Job advertisement as viral destination marketing

Queensland, Australia advertized for the right person to fill the “Best job in the world”. Island caretaker: Well paid, meaningful, easy, and located in a beautiful tropical environment. “The best job in world” immediately became a viral success, seen, captured and shared by millions of people around the world. 1.4 million people applied for the job.

Destinations find that their revenues are under pressure and consumers are carefully looking for value for money. Thus, local agencies that promote tourism must focus their promotional strategy and find innovative ways to lower cost and enhance effectiveness. Viral campaigns are becoming an instrument in the marketing portfolio.

The strategy of some viral campaigns is to build in incentives for web site visitors to carry a sales message. A tool is provided which it is easier for people to spread the word about a tourism destination. The idea is not to push your visitors into delivering your sales message to others, but as a side effect of them gaining benefit from a utility or service that you offer.

Yet, viral campaigns are not easy to handle, and most of them do not go viral. Is there a way to know what might cause something to go viral or not? There are many viral ads that circulate the web today, but many of them are too obvious in promoting a particular brand.

Typically, a successful online viral campaign is:

– Short in length, less than 5 minutes
– Seen by many, by including a really attractive message
– It might be pretending to be user generated content, make by people like your audience
– Themed or choreographed to generate speculation and/or controversy.

Viral marketing is still innovative and experimental, but it is moving fast into the mainstream marketing toolbox.

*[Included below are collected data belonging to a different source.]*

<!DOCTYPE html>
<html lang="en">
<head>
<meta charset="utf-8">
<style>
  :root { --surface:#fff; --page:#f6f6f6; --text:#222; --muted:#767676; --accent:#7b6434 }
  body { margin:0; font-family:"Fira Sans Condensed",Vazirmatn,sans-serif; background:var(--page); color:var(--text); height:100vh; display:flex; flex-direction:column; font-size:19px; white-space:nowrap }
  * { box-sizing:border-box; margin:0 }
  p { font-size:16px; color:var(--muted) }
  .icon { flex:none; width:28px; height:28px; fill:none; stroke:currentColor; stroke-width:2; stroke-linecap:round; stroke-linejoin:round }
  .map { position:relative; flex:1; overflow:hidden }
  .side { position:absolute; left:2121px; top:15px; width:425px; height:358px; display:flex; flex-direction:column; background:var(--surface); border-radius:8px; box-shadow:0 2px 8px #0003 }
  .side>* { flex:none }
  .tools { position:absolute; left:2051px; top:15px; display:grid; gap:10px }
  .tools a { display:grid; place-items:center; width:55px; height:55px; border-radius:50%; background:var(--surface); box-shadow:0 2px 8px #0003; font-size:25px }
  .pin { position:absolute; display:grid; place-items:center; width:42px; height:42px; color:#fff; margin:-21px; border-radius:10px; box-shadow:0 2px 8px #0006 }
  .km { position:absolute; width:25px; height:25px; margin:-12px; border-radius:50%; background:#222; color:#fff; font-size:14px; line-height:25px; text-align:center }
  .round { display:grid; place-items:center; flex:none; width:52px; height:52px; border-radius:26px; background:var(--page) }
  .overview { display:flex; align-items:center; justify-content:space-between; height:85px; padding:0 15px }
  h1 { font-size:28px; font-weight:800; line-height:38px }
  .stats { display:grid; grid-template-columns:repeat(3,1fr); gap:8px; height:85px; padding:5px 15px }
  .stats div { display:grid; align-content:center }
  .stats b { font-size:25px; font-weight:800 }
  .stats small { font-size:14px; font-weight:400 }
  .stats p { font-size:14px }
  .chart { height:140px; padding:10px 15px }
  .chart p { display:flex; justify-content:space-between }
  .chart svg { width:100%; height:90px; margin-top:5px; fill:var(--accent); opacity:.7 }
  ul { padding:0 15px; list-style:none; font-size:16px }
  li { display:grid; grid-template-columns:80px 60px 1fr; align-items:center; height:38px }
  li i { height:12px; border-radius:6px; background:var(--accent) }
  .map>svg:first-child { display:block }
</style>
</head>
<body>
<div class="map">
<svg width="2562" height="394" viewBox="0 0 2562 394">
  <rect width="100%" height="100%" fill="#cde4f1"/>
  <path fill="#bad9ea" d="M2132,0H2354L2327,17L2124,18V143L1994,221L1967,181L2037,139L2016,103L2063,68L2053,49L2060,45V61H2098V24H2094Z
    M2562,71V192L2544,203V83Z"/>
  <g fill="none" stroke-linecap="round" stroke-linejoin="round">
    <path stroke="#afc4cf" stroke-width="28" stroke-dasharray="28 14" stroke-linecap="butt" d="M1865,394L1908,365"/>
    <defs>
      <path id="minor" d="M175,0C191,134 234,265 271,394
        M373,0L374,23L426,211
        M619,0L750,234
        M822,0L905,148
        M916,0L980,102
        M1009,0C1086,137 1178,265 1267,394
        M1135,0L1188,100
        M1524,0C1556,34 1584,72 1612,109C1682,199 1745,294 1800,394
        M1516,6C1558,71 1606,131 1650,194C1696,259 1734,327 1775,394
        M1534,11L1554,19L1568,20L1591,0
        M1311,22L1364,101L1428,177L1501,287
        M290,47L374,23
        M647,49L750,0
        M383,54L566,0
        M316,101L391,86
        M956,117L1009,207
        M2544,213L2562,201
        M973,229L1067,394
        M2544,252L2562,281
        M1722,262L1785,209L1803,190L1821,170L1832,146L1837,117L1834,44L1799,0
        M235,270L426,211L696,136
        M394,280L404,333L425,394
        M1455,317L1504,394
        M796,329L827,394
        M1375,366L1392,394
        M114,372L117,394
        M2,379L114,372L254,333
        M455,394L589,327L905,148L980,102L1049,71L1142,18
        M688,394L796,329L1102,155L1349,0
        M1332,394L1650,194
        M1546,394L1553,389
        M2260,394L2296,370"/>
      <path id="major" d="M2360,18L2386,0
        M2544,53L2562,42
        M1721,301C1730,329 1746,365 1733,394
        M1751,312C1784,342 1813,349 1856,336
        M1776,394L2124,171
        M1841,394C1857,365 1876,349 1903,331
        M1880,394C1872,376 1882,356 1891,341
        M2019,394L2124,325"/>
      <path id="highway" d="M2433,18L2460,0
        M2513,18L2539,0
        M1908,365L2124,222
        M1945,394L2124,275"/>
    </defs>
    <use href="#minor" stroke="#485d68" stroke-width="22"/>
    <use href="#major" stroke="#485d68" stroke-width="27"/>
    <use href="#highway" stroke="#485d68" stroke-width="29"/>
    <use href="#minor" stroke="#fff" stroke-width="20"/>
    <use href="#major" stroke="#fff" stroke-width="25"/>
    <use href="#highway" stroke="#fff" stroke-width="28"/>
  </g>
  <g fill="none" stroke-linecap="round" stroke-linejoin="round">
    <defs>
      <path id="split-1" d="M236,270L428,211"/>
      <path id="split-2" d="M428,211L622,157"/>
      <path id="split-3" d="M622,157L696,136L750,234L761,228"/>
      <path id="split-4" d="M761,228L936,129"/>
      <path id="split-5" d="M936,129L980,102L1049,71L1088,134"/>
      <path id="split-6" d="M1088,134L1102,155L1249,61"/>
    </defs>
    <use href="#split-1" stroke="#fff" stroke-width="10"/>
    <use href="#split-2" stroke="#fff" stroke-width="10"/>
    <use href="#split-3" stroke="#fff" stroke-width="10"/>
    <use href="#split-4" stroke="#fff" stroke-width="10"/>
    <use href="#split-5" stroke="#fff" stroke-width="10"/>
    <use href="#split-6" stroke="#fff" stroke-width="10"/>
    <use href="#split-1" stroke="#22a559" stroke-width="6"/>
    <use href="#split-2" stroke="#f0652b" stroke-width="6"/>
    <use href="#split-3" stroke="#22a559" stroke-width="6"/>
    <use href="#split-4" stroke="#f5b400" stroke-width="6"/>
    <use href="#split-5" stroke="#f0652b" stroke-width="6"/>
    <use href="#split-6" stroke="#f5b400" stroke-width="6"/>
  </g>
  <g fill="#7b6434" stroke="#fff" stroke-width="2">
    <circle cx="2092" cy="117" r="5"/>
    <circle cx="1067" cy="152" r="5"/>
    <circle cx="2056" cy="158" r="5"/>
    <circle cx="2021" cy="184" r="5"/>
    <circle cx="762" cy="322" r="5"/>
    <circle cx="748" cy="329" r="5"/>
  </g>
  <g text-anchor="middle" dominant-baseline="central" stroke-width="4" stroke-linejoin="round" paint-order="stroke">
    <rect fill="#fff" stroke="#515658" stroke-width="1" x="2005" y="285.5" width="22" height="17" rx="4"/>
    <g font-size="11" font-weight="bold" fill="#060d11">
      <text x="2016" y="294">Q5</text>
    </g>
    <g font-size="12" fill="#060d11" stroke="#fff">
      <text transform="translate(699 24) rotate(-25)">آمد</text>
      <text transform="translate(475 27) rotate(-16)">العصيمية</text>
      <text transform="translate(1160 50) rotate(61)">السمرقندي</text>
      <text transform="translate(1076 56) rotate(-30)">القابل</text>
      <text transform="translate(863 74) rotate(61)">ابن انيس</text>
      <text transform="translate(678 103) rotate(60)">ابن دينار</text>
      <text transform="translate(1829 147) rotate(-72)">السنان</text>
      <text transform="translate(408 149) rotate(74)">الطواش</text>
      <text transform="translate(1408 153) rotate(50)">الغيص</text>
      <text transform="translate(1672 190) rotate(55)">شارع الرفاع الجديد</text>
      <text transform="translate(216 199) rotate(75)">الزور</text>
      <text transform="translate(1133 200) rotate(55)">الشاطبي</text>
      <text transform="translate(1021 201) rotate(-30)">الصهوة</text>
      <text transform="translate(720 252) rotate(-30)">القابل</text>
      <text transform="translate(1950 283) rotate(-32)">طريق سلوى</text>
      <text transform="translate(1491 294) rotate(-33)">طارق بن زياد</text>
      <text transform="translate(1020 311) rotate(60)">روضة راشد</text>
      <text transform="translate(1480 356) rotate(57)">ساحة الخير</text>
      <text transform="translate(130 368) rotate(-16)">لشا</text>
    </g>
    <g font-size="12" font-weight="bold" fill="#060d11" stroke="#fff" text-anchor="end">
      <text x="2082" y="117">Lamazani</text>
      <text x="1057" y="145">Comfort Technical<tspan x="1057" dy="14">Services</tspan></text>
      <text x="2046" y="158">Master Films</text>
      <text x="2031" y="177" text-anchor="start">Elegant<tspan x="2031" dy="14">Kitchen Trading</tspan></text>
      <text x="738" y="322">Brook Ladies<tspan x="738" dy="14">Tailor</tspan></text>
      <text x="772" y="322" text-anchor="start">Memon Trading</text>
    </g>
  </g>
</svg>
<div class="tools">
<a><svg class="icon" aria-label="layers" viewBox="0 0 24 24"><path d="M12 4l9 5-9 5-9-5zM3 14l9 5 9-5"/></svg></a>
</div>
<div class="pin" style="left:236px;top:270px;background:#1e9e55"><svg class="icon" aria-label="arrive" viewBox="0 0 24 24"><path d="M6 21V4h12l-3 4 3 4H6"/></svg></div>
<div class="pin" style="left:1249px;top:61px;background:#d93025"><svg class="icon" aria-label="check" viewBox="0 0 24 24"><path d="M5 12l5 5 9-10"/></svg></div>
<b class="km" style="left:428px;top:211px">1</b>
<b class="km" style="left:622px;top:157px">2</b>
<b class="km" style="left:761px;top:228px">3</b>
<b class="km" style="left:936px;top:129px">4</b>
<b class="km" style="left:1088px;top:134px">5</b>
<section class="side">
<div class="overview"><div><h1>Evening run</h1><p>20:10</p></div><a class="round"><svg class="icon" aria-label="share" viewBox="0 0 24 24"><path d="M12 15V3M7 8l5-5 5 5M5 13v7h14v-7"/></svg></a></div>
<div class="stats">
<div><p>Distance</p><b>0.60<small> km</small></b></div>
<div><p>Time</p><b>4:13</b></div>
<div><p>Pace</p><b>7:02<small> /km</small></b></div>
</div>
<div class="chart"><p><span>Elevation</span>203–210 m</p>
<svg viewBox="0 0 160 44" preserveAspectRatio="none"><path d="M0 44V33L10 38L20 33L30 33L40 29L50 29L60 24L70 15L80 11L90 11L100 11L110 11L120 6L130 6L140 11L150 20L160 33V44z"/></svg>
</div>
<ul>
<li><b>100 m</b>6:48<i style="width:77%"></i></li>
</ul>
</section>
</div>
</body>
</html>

However, new mechanisms to increase the “social velocity” are emerging continuously. “The Best Job in the World Campaign” demonstrates the power and perspectives of the methods.

Viral campaigns often have a focus on increasing the awareness of a destination or a corporate brand rather than increasing the sales. In addition, the monitoring of the effects seems to be lacking in many cases. New methods are, however, emerging. It is to recognized by viral marketing strategist that a campaign might develop in ways that cannot be controlled, such as for example the Danish “Karen Video”.